People v. Manganiello
2025 NY Slip Op 03873
| N.Y. App. Div. | 2025Background
- Spencer Manganiello was convicted after a guilty plea to possessing child sexual abuse material found on his cell phone, after police executed a search warrant.
- Police received Google tips and conducted an investigation linking a Google account (with child abuse material) to Manganiello's residence and identity.
- The search warrant authorized police to compel Manganiello to unlock devices using his biometric data (finger/facial scan).
- During execution, Manganiello was restrained, compelled to unlock his phone using his fingerprint, and incriminating evidence was found.

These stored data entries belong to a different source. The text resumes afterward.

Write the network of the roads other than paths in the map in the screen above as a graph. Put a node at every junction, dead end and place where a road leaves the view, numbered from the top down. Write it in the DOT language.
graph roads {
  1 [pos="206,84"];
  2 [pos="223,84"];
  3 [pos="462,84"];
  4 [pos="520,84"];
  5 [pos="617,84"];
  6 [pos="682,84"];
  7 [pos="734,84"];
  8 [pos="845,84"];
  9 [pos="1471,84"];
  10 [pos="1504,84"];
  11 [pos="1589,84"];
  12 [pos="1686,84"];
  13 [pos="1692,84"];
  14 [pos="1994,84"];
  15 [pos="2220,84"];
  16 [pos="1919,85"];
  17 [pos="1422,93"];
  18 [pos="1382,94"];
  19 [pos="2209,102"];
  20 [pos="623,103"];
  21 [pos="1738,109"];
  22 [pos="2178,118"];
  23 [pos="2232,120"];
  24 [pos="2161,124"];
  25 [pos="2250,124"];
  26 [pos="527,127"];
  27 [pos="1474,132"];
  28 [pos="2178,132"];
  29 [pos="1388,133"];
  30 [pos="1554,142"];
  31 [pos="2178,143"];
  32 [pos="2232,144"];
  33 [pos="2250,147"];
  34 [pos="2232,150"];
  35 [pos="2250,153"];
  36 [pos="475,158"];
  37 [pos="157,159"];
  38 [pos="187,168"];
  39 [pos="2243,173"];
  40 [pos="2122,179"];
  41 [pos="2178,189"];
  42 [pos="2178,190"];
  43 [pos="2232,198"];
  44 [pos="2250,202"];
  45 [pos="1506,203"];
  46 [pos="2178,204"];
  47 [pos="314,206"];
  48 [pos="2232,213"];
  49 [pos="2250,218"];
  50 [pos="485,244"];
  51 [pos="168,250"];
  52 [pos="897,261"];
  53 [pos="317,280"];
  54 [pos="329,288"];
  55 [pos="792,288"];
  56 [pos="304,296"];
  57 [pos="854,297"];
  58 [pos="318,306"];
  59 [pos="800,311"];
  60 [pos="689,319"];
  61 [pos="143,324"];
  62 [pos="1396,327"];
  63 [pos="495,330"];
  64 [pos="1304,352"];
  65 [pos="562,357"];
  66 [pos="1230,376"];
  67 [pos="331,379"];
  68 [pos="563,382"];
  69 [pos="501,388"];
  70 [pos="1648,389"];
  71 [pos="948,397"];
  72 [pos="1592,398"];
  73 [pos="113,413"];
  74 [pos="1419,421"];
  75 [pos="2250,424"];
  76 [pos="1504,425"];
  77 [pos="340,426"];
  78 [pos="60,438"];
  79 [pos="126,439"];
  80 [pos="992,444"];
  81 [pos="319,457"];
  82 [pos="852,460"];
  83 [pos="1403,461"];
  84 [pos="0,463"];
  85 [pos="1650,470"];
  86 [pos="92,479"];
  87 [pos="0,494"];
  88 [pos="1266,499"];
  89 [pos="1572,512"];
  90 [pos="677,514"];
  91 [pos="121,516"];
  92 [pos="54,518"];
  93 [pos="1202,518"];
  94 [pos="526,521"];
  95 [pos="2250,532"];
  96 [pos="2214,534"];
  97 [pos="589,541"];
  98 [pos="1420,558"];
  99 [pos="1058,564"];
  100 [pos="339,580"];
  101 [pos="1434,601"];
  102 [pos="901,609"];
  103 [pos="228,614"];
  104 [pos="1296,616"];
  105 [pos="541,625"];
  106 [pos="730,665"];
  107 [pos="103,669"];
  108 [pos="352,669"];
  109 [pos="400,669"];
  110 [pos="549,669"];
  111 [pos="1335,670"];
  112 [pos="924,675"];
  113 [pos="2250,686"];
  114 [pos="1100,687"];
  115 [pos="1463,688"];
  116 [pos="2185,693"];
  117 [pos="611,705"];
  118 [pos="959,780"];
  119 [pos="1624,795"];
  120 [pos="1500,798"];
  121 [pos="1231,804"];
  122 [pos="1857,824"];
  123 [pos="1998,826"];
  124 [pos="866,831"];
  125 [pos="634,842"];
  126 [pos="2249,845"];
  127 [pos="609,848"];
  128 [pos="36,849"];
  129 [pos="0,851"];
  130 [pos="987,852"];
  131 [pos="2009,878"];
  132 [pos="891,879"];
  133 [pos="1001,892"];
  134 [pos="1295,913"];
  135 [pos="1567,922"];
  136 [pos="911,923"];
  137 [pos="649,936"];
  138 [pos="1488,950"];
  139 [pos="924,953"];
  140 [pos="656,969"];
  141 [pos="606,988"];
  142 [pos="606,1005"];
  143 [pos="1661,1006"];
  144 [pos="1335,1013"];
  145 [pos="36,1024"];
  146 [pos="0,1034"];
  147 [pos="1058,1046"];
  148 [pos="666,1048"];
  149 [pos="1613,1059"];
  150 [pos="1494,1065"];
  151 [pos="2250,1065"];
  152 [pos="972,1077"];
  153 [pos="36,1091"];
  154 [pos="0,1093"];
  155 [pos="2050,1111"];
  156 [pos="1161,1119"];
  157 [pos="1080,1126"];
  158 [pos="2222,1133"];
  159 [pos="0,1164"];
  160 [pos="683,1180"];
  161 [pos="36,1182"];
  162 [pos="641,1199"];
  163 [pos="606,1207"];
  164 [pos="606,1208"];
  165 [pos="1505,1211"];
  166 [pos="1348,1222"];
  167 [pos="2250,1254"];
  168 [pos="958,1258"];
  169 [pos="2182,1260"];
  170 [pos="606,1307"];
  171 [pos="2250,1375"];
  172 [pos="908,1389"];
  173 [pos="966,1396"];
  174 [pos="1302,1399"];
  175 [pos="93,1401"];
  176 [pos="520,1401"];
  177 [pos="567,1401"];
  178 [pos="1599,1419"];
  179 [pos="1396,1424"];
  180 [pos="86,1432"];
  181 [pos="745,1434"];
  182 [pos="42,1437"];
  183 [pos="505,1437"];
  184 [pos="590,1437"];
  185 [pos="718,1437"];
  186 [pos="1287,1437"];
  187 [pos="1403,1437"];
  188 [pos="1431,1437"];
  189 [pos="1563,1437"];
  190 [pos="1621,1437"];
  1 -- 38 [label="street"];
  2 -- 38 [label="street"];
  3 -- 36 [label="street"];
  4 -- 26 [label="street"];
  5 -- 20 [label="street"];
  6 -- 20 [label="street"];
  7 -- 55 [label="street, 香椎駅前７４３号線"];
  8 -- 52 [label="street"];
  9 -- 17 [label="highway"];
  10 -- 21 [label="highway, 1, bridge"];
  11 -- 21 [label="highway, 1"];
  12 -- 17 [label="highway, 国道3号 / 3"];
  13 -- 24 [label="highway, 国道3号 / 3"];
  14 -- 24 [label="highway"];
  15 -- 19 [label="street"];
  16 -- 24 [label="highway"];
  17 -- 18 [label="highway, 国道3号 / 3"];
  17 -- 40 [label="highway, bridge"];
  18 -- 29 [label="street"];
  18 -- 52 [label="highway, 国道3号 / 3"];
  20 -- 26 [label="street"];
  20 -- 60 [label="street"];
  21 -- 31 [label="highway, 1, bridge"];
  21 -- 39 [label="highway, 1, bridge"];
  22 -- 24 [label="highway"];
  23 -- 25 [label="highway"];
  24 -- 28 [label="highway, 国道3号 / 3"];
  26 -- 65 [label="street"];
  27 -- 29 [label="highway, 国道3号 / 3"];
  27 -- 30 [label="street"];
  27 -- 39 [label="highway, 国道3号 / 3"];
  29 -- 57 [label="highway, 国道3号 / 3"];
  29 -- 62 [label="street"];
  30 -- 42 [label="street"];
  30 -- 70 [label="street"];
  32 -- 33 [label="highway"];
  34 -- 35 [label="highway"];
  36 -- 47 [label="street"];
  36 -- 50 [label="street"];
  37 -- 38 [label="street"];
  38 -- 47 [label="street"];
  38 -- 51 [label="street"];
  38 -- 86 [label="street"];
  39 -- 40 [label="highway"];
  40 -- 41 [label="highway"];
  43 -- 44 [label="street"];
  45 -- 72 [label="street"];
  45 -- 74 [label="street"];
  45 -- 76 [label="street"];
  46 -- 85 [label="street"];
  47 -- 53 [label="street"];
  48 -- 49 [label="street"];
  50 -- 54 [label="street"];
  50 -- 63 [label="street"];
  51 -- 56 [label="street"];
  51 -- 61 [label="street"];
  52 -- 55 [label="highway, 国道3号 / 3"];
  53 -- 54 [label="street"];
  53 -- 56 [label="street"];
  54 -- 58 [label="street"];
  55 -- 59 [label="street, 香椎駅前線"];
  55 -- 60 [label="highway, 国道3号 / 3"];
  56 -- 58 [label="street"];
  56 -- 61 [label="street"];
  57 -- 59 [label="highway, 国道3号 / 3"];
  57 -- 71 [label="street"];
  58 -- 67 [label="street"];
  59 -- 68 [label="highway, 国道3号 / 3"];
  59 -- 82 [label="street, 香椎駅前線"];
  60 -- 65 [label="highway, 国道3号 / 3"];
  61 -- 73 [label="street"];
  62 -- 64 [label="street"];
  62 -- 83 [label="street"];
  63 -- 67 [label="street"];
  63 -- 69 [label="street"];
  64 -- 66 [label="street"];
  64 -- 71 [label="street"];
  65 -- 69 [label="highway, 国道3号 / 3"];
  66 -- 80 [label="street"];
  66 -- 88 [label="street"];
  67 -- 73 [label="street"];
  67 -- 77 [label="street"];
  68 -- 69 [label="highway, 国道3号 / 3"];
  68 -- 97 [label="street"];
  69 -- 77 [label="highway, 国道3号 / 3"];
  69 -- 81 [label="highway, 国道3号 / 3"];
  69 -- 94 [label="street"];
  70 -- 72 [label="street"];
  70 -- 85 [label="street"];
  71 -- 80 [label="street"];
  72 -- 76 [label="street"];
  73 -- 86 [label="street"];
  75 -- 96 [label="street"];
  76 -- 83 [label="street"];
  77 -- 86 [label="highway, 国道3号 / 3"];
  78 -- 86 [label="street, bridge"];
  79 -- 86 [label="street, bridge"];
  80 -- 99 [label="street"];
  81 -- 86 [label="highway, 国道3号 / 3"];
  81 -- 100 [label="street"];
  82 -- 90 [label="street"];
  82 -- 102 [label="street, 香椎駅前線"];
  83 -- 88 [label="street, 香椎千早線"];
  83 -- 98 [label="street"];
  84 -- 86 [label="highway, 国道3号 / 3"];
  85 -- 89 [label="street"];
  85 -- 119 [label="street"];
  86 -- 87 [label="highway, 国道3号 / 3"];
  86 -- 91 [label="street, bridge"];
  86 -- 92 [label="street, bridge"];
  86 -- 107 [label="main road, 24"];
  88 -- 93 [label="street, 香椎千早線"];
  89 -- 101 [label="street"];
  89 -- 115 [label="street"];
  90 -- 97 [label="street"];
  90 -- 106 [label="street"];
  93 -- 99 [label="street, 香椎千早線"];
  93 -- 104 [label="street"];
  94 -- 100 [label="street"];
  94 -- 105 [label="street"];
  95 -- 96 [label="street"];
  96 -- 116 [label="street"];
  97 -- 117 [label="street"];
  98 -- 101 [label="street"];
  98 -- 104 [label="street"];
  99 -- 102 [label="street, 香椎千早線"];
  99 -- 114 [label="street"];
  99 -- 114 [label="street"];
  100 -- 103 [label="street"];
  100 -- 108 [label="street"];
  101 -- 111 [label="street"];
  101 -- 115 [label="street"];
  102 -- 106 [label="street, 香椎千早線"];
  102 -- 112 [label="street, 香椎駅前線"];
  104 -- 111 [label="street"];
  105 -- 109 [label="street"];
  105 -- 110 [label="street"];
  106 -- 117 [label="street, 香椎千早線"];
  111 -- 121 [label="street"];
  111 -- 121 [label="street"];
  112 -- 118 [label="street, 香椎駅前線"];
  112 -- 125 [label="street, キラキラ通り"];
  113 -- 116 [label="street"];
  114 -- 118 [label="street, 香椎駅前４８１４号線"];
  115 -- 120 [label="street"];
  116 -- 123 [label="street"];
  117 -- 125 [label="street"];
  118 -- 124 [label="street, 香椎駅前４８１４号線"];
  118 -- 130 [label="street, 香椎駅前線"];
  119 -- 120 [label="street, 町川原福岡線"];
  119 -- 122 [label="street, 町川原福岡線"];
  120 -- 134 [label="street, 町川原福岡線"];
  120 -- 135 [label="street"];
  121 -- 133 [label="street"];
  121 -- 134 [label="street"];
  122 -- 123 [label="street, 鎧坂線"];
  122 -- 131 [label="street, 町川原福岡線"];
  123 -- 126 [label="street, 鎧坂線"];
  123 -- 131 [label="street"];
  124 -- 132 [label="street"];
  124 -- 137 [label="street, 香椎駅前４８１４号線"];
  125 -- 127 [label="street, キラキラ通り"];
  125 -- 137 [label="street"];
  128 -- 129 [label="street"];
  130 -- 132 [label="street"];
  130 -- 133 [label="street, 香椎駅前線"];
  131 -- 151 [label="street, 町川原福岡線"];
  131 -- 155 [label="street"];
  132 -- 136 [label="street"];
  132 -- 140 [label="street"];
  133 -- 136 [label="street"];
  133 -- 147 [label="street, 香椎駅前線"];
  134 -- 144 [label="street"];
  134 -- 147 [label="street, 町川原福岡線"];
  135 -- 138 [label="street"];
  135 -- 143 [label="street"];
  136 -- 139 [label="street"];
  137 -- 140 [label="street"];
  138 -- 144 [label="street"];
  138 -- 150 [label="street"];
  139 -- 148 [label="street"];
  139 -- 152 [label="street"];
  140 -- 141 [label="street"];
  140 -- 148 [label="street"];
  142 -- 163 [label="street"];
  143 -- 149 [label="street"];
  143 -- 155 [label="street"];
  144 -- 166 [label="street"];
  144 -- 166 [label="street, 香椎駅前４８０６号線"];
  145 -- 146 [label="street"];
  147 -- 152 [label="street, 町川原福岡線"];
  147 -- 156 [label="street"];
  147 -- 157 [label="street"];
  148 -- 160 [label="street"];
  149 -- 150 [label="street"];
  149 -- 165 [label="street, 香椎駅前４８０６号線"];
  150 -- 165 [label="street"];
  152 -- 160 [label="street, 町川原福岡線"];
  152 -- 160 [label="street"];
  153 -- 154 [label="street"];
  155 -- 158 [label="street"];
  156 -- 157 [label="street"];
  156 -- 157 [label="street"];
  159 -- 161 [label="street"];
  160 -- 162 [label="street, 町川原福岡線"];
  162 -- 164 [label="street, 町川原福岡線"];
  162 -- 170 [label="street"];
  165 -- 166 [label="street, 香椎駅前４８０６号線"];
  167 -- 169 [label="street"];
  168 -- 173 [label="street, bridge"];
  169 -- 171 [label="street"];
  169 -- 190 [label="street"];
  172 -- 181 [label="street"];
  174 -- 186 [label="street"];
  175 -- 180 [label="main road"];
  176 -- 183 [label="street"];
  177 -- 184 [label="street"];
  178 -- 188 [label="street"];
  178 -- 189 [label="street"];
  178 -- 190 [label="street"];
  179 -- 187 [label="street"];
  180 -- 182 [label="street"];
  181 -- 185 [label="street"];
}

- Manganiello moved to suppress the evidence, alleging violation of his Fourth and Fifth Amendment rights, specifically self-incrimination.
- The County Court denied suppression, found no violation, and accepted a guilty plea; Manganiello appealed.
Issues
| Issue | Manganiello's Argument | People’s Argument | Held |
|---|---|---|---|
| Whether compelled biometric unlocking of a device is testimonial under the Fifth Amendment | Argued unlocking the phone with a fingerprint amounted to testimonial self-incrimination | Claimed the act was merely physical, not proof of ownership, and thus not testimonial | Held: Compelled unlocking was testimonial and violated the Fifth Amendment |
| Whether the warrant lacked particularity under the Fourth Amendment | Implicit—warrant overbroad in allowing compelled unlocking | Warrant sufficiently specific for search and seizure | Held: Warrant was sufficiently particular; no Fourth Amendment violation |
| Suppression of all derivative evidence from testimonial act | All evidence from unlocking act must be suppressed | No suppression required because no violation | Held: Evidence obtained through the compelled testimonial act must be suppressed |
| Distinction from Ninth Circuit precedent (Payne) | Facts distinguishable because ownership/control wasn’t conceded before unlocking | Ownership/facts similar enough to Payne so no testimonial aspect | Held: Distinguished Payne; acts here were testimonial due to lack of preexisting concession of control |
Key Cases Cited
- United States v. Hubbell, 530 U.S. 27 (2000) (establishes act of production doctrine for testimonial communication)
- Doe v. United States, 487 U.S. 201 (1988) (defines testimonial communications for Fifth Amendment)
- United States v. Wade, 388 U.S. 218 (1967) (physical characteristic evidence not inherently testimonial)
- Schmerber v. California, 384 U.S. 757 (1966) (distinguishes between physical samples and testimonial acts)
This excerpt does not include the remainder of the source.